--- Work to be completed ---
Taking the listing below, restate word for word each line from the line with "middle pip: (1665, 327)" to the line with "pinky tip: (1766, 373)", ends included, and stop there.

--- Material for this exercise ---
+-------+
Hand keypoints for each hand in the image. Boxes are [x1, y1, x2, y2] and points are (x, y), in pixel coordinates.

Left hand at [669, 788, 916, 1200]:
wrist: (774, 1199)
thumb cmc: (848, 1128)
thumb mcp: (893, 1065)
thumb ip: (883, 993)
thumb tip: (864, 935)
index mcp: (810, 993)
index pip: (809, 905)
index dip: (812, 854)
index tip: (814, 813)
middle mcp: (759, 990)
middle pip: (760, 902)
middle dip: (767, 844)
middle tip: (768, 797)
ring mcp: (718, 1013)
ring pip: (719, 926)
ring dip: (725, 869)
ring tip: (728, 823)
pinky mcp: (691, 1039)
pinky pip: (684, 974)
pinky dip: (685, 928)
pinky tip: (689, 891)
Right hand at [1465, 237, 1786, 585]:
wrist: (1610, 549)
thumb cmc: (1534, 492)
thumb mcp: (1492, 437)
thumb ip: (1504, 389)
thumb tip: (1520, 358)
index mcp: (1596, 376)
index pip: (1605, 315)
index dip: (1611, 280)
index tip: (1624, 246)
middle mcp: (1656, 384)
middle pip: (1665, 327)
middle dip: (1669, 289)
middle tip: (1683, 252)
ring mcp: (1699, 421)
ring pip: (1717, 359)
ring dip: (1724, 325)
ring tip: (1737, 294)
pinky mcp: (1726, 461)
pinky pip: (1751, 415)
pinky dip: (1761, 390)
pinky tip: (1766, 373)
+-------+
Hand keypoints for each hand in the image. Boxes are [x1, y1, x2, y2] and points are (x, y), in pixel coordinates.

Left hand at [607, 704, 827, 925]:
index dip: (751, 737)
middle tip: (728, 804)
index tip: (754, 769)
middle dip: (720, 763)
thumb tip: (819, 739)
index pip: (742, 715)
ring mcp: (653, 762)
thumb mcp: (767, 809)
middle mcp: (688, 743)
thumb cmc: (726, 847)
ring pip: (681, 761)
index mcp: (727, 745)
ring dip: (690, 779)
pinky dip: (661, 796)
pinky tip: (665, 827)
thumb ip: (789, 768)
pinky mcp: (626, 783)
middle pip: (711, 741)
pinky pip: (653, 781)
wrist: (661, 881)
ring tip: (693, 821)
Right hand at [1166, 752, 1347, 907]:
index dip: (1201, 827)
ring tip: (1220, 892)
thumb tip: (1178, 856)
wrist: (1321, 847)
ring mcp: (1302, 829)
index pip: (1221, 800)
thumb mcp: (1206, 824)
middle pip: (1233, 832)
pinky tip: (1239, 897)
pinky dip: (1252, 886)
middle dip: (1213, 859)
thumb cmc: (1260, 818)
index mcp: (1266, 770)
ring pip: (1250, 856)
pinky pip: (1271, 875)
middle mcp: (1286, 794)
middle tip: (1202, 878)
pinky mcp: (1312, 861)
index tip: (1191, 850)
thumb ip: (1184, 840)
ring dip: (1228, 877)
+-------+
--- Exercise answer ---
middle pip: (1665, 327)
middle dip: (1669, 289)
middle tip: (1683, 252)
ring mcp: (1699, 421)
ring pip: (1717, 359)
ring dip: (1724, 325)
ring tip: (1737, 294)
pinky mcp: (1726, 461)
pinky pip: (1751, 415)
pinky dip: (1761, 390)
pinky tip: (1766, 373)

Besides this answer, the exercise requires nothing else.